4. Interpretation of Results: Important variables that are selected by the feature selection process will be extracted for further analyses.
   Potential Problems and Alternative Approaches: Problem: Drawing incorrect conclusions from EDA if the methods are not well-suited to the data's characteristics.
5. Approaches: Supplement EDA with more robust statistical tests.

1. Hypothesis: Hypertension NOS is theoretically related to mortality and LOS. The data we acquired from the MIMIC database are samples across the United States and have the same distribution as the real-word data.
2. Rationale: By implementing the random forest model in the data selection stage, we are able to select variables according to their importance in the random forest model. We will use several classification models including tree-based mode, support vector machine, ensembling models and neural networks to predict the mortality rate. We will also use regression models including LASSO, ridge, KNN and advanced regressors to predict the LOS.
3. Experimental Approach: We will first conduct EDA and data pre-processing. As Rationale mentioned, we will respectively establish classification and regression models. To evaluate the model performance, we will use AUC, precision, recall and accuracy for the classification models and R square, Mean Absolute Error (MAE) and Mean Square Error (MSE) for the regression models.
4. Interpretation of Results: We will use bar plots to compare the model performance using different evaluation methods.
5. Potential Problems and Alternative Approaches: The best model may have less transparency or interpretation. Therefore, we should take the application potential into consideration.

1. Hypothesis: Interactive predictive tools via R Shiny and Tableau dashboard could become important guidance for physicians decision-making, hypertension management, and hospital resource management.

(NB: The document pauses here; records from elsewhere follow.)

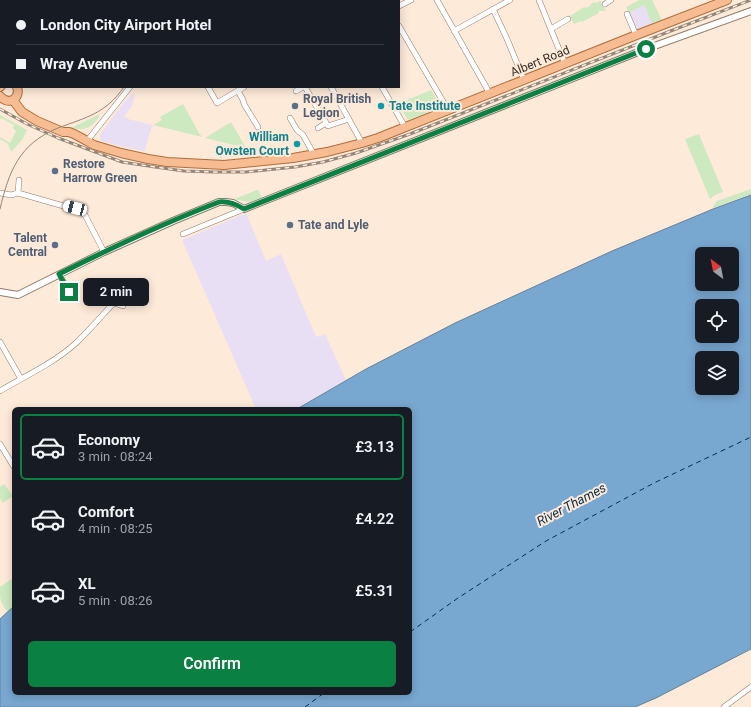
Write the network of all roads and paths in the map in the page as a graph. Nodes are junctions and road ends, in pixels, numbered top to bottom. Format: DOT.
graph roads {
  1 [pos="411,0"];
  2 [pos="437,0"];
  3 [pos="510,0"];
  4 [pos="539,0"];
  5 [pos="611,0"];
  6 [pos="727,0"];
  7 [pos="605,4"];
  8 [pos="400,6"];
  9 [pos="493,9"];
  10 [pos="751,11"];
  11 [pos="627,14"];
  12 [pos="568,19"];
  13 [pos="400,28"];
  14 [pos="551,29"];
  15 [pos="454,31"];
  16 [pos="636,35"];
  17 [pos="565,64"];
  18 [pos="524,80"];
  19 [pos="17,88"];
  20 [pos="129,88"];
  21 [pos="209,88"];
  22 [pos="242,88"];
  23 [pos="302,88"];
  24 [pos="305,88"];
  25 [pos="332,88"];
  26 [pos="383,88"];
  27 [pos="238,91"];
  28 [pos="296,91"];
  29 [pos="490,94"];
  30 [pos="0,96"];
  31 [pos="13,100"];
  32 [pos="448,110"];
  33 [pos="290,118"];
  34 [pos="349,119"];
  35 [pos="326,123"];
  36 [pos="258,127"];
  37 [pos="406,127"];
  38 [pos="318,128"];
  39 [pos="87,141"];
  40 [pos="362,143"];
  41 [pos="313,154"];
  42 [pos="19,180"];
  43 [pos="18,193"];
  44 [pos="0,194"];
  45 [pos="244,209"];
  46 [pos="183,234"];
  47 [pos="104,252"];
  48 [pos="59,274"];
  49 [pos="0,292"];
  50 [pos="69,292"];
  51 [pos="123,306"];
  52 [pos="0,342"];
  53 [pos="21,379"];
  54 [pos="0,391"];
  55 [pos="0,444"];
  56 [pos="12,464"];
  57 [pos="751,687"];
  58 [pos="724,707"];
  1 -- 8 [label="street"];
  2 -- 15 [label="street"];
  3 -- 9 [label="street"];
  4 -- 14 [label="street"];
  5 -- 7 [label="street"];
  6 -- 16 [label="main road, Albert Road"];
  9 -- 15 [label="street"];
  9 -- 18 [label="street"];
  10 -- 45 [label="street"];
  11 -- 16 [label="street"];
  12 -- 14 [label="street"];
  13 -- 32 [label="street"];
  14 -- 17 [label="street"];
  15 -- 29 [label="street"];
  16 -- 17 [label="main road, Albert Road"];
  17 -- 18 [label="main road, Albert Road"];
  18 -- 29 [label="main road, Albert Road"];
  19 -- 31 [label="main road"];
  20 -- 39 [label="street"];
  21 -- 27 [label="street"];
  22 -- 27 [label="street"];
  23 -- 28 [label="street"];
  24 -- 35 [label="street"];
  25 -- 34 [label="street"];
  26 -- 37 [label="street"];
  27 -- 36 [label="street"];
  29 -- 32 [label="main road, Albert Road"];
  30 -- 31 [label="main road"];
  31 -- 39 [label="main road, Albert Road"];
  32 -- 37 [label="main road, Albert Road"];
  33 -- 41 [label="street"];
  34 -- 35 [label="street"];
  34 -- 40 [label="street"];
  35 -- 38 [label="street"];
  37 -- 40 [label="main road, Albert Road"];
  39 -- 41 [label="main road, Albert Road"];
  40 -- 41 [label="main road, Albert Road"];
  42 -- 43 [label="street"];
  43 -- 44 [label="street"];
  43 -- 47 [label="street"];
  45 -- 46 [label="street"];
  45 -- 47 [label="street"];
  47 -- 48 [label="street"];
  48 -- 49 [label="street"];
  48 -- 50 [label="street"];
  51 -- 53 [label="street"];
  52 -- 53 [label="street"];
  53 -- 54 [label="street"];
  55 -- 56 [label="street"];
  57 -- 58 [label="street"];
}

2. Rationale: Interactive tools can foster a better and deeper understanding of features and their impact on clinical outcome, provide insightful visuals from patient data, enable real-time predictions that will enhance decision-making processes in clinical settings.
3. Experimental Approach: With R Shiny, we aim to develop two interactive tools to dynamically apply our predictive models: The Length of Stay (LOS) Prediction Tool and the Mortality Prediction Tool enable users to input data for selected variables to receive an estimated LOS. This estimate is derived from the insights gained through our model. With Tableau, a dashboard will be designed for the extracted hypertension data.
4. Interpretation of Results: These tools will offer insights into hypertension and guide decision-making of hypertension management. Our results have the potential to improve patient care, contributing meaningfully to the related field.